Approximately how long does a decent size dog poo take to season properly?


----------



## kevinmoelk (Dec 7, 2006)

I knew this thread would draw some funny remarks.  Okay, so dog poo a resounding NO.  Still, what about cow manure?  

Never heard of anyone going blind by fire, that's a new one.

-Kevin


----------



## elkimmeg (Dec 7, 2006)

I wonder what it would smell like, remember it has to be seasoned . I think he has discovered a way to keep solisitors from knocking at his door.
 I'm trying real hard not to laugh too loud thinking about coments I could make. but this is a chitty situation and I think the effort is full off crap
 Is your stove listed to burn this chit. And my wife thought cleaning ashes was messy.  Hey honey don't go in the garage for the next 9 months the buckets of dog chit have not dried yet
 And I thought cresote smell was bad in the summer


----------



## kevinmoelk (Dec 7, 2006)

Don't hold back on my account Elk... I can take it.  Let's hear 'em!

Still looking for blindness related to the burning of Yak manure in Tibet on google.  No evidence yet.  I forget who posted, but let's see a link.

-Kevin


----------



## tw40x81 (Dec 7, 2006)

From http://www.pubmedcentral.nih.gov/articlerender.fcgi?artid=1314944

In Tibet, an area with one of the highest prevalences of cataract, a lack of vitamin A is compounded by exposure to high-altitude ultraviolet (UV) light, soot and pathogens from indoor burning of coal and yak dung, and a dusty, windy environment.
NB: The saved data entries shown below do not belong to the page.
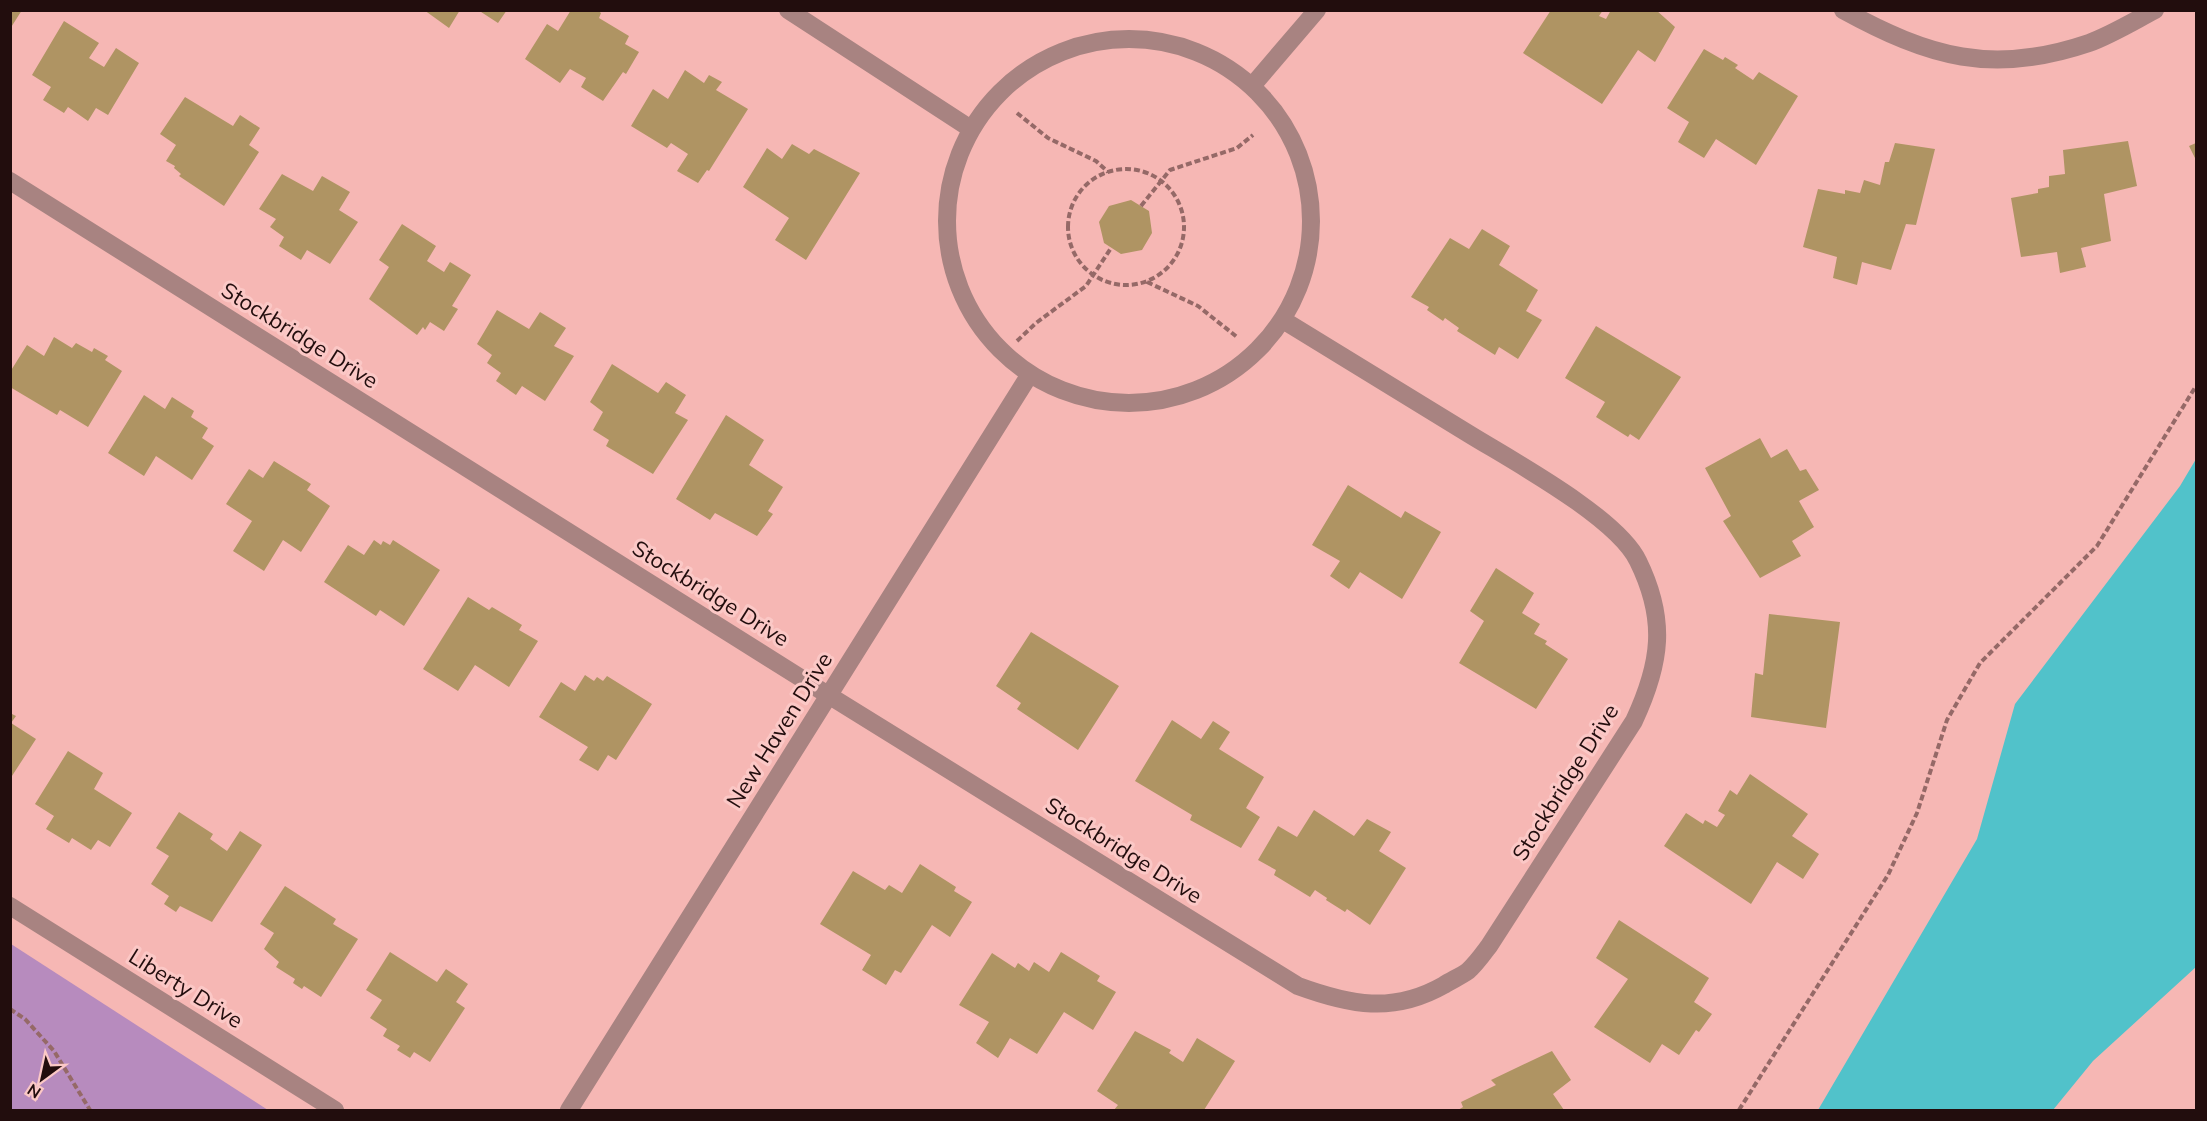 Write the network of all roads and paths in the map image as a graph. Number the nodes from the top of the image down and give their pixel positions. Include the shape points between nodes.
1 (788, 10) edge
2 (1317, 10) edge
3 (1843, 10) edge
4 (2155, 10) edge
5 (1252, 86) junction
6 (1017, 113) dead end
7 (971, 129) junction
8 (1253, 135) dead end
9 (1108, 172) junction
10 (1160, 180) junction
11 (10, 181) edge
12 (1141, 206) dead end
13 (1112, 248) dead end
14 (1094, 276) junction
15 (1146, 282) junction
16 (1283, 321) junction
17 (1237, 337) dead end
18 (1017, 341) dead end
19 (1030, 374) junction
20 (2196, 386) edge
21 (829, 696) junction
22 (10, 906) edge
23 (10, 1010) edge
24 (90, 1110) edge
25 (335, 1110) edge
26 (569, 1110) edge
27 (1738, 1110) edge

1 - 7 street
2 - 5 street
3 - 4 street via 1894,38 1942,54 1988,62 2089,43
5 - 7 street via 1220,62 1184,47 1145,39 1106,39 1059,56 1017,79 998,95
5 - 16 street via 1280,118 1300,156 1311,197 1311,240 1302,282
6 - 9 path via 1048,138 1096,161
7 - 19 street via 956,161 948,195 951,264 963,297 981,327
8 - 10 path via 1237,148 1179,166
9 - 10 path via 1134,169
9 - 14 path via 1081,189 1069,215 1070,244
10 - 12 path
10 - 15 path via 1179,204 1185,232 1175,260
11 - 21 street, Stockbridge Drive
13 - 14 path
14 - 15 path via 1125,286
14 - 18 path
15 - 17 path via 1198,306
16 - 19 street via 1255,354 1222,378 1185,394 1146,403 1106,402 1066,392
16 - 21 street, Stockbridge Drive via 1562,492 1600,520 1637,559 1651,597 1658,628 1656,661 1634,721 1489,946 1468,971 1406,1002 1372,1005 1336,1000 1298,986
19 - 21 street, New Haven Drive
20 - 27 path via 2097,546 1980,663 1947,720 1917,813 1888,875
21 - 26 street, New Haven Drive
22 - 25 street, Liberty Drive
23 - 24 path via 54,1050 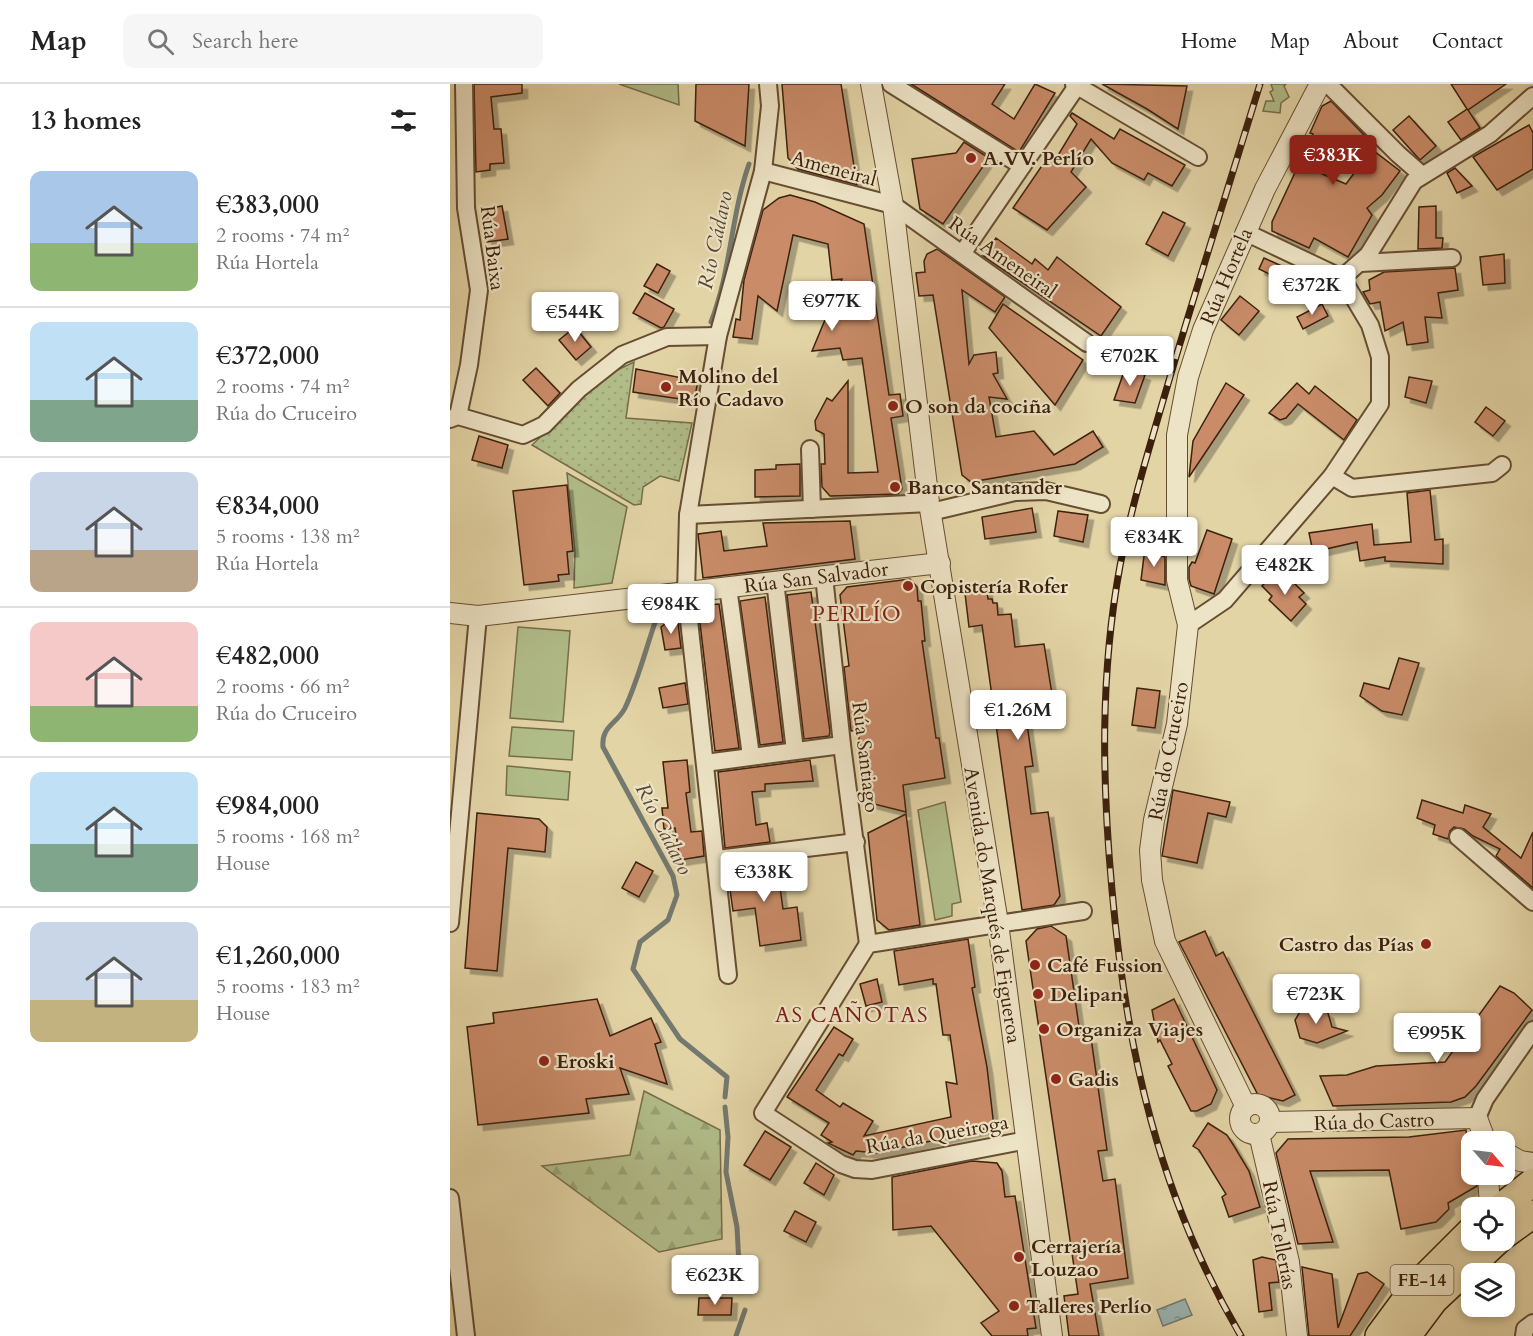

As a result, 10.9% of the total Tibetan population suffers visual impairment.


----------



## Eric Johnson (Dec 7, 2006)

Any residual "mositure" is going to give your cat, if you have one, thermal shock.

Burning any of that stuff really stinks, especially the kind that gets squeezed out by carnivores. You might do it once, but I doubt you'll make the same mistake twice.

I've found over the years that while you can burn all kinds of interesting things in a wood stove, burning anything other than dry firewood is a mistake.

I know that Dylan burns cardboard, but it seems to me that would be more trouble than it's worth.

Bury that dog squeeze along with all your kitchen scraps and wood ashes in the ground, and you'll be improving the soil. Just not in a garden because of the pathogens from the dogs.


----------



## quads (Dec 7, 2006)

wrenchmonster said:
			
		

> Still, what about cow manure?


We got lots of it, but have never tried burning it.  Don't think I will either.  Cow manure=fertilizer, firewood=firewood!  Seems like Laura Ingalls burned buffalo poop on the prairie, didn't she?  Didn't her sister go blind?  Hmmm, maybe a connection?


----------



## elkimmeg (Dec 7, 2006)

God that smell is killing me I thought you said it was seasoned.  Got a better idea much cleaner too, burn the dog food

  Dont mind him he burns all kinds of chit. When you start the fire would you use chit on a stick

 Craig this thread is going down the crapper quickly   but at least it could be funny.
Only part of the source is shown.